I remember this has been asked from time to time on the boards 

It's a german product called 'PINGO'










Homepage :

http://www.pingo.de/


----------



## Ack (Mar 16, 2002)

Do you know what's in the fluid to make it smell so odd?


----------



## Alex Baumann (Dec 19, 2001)

Ackster said:


> *Do you know what's in the fluid to make it smell so odd? *


Beer ? :dunno: 

really, no idea. But found it this morning at the german board from a guy who works at BMW


----------



## Dr. Phil (Dec 19, 2001)

So this would be the clear stuff, no?

Can they ship it to US?

Can you put 6 bottles in your suitcase:lmao:


----------



## Ack (Mar 16, 2002)

Alex Baumann said:


> *
> 
> Beer ? :dunno:  *


If it was beer, my friends would be sticking their heads out the window to lick the windshield.
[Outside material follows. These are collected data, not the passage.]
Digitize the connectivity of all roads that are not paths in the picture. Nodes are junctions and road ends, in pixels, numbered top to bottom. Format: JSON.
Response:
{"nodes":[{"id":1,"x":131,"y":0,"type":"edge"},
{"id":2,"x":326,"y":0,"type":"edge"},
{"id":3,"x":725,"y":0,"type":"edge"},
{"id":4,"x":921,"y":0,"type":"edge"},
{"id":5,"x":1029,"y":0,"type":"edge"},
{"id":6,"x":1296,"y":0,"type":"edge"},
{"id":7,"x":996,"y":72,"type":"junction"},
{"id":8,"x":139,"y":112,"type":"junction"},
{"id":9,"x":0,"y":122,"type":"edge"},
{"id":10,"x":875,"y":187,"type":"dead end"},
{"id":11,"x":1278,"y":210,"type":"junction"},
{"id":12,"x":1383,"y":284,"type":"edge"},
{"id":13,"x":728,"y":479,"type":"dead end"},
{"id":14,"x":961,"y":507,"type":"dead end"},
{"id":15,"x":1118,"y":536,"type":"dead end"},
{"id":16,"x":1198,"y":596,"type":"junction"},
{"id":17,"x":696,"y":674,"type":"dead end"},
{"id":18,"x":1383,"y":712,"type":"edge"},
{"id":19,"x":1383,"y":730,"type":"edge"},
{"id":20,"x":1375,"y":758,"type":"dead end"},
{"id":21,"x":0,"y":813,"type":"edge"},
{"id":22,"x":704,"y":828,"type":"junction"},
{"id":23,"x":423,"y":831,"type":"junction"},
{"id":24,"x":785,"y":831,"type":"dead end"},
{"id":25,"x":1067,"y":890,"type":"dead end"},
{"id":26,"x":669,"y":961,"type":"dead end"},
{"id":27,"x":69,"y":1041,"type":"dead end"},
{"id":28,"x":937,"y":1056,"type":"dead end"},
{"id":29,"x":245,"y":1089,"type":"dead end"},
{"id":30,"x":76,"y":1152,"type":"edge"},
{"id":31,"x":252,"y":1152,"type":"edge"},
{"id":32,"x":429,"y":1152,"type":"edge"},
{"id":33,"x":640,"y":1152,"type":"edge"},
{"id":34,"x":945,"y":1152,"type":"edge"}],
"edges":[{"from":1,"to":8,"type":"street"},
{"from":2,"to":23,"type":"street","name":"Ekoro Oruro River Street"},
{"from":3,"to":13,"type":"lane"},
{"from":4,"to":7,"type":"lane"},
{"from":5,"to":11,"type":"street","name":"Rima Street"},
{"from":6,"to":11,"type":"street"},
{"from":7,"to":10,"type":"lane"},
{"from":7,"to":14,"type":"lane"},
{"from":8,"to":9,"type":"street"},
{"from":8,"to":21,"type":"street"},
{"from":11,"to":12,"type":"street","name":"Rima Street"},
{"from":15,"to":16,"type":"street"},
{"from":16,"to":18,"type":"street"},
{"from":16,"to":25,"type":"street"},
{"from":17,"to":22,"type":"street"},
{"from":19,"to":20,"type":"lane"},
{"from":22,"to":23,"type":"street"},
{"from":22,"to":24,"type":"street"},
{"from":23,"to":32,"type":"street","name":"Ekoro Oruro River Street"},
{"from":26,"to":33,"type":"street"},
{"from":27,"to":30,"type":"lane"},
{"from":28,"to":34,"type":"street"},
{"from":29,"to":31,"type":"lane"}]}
Thanks for the info. :thumb:


----------



## Alex Baumann (Dec 19, 2001)

Ackster said:


> *If it was beer, my friends would be sticking their heads out the window to lick the windshield.
> *


:lmao: :lmao:


----------



## Cruzer (Apr 14, 2002)

*PINGO???!?!!?!?!?*

Means "penis" in some Latin American countries. I wonder how they came up with that? Maybe it's urine? :yikes:

Apparently it means penguin in deutsche. I wonder how the Latin Americans came up with that piece of slang?

I'm confused :eeps:


----------



## Alex Baumann (Dec 19, 2001)

*Re: PINGO???!?!!?!?!?*



Cruzer said:


> *Means "penis" in some Latin American countries. I wonder how they came up with that? Maybe it's urine? :yikes:
> 
> Apparently it means penguin in deutsche. I wonder how the Latin Americans came up with that piece of slang?
> 
> I'm confused :eeps: *


Pingo doesn't mean anything in german . but 'urine' , not impossible, I'd say


----------



## Cruzer (Apr 14, 2002)

Why are there penguins all over the "PINGO" site? Are they using PINGO as a short-form or slang for Penguin?


----------



## Cruzer (Apr 14, 2002)

*Re: Re: PINGO???!?!!?!?!?*



Alex Baumann said:


> *
> 
> Pingo doesn't mean anything in german . but 'urine' , not impossible, I'd say  *


LOL :lmao:


----------



## Alex Baumann (Dec 19, 2001)

Cruzer said:


> *Why are there penguins all over the "PINGO" site? Are they using PINGO as a short-form or slang for Penguin? *


maybe :dunno:. I don't think that there's a slang for Penguin in german. Maybe the marketing dept. shortened it that way for an easier brand recognition.


----------



## Cruzer (Apr 14, 2002)

OK...thanks...back to the original topic.


----------



## Ack (Mar 16, 2002)

Alex Baumann said:


> *
> 
> maybe :dunno:. I don't think that there's a slang for Penguin in german. Maybe the marketing dept. shortened it that way for an easier brand recognition. *


I thought I have seen a claymation clip show called Pingo that's on a regular 1/2 hour kids program. It's about this little kid penguin, his mother and his antics. It's usually on Saturday mornings and I usually laugh my ass off b/c I can't understand anthing the little b*stard says. At first I thought this was the way everyone talked, but now I think it must have been in another language. I think its on PBS or something . . .:dunno:

Edit: I think the penguin tastes like beer too.


----------



## Alex Baumann (Dec 19, 2001)

My all-time-best claymation


----------



## Ack (Mar 16, 2002)

Alex Baumann said:


> *My all-time-best claymation  *


I think I have actually seen that show. :lmao:

Btw, what were we talking about originally . . . hmmmmm


----------



## Alex Baumann (Dec 19, 2001)

Ackster said:


> *I think I have actually seen that show. :lmao: *


Wallace and Gromit :angel:


----------



## Ack (Mar 16, 2002)

They look like the characters from "Chicken Run".


----------



## Alex Baumann (Dec 19, 2001)

Ackster said:


> *They look like the characters from "Chicken Run".*


Same company made the animations.

Aardman


----------



## Ack (Mar 16, 2002)

I thought so. . .

How about that washer fluid topic . . . oh yeah that's what we were talking about . . .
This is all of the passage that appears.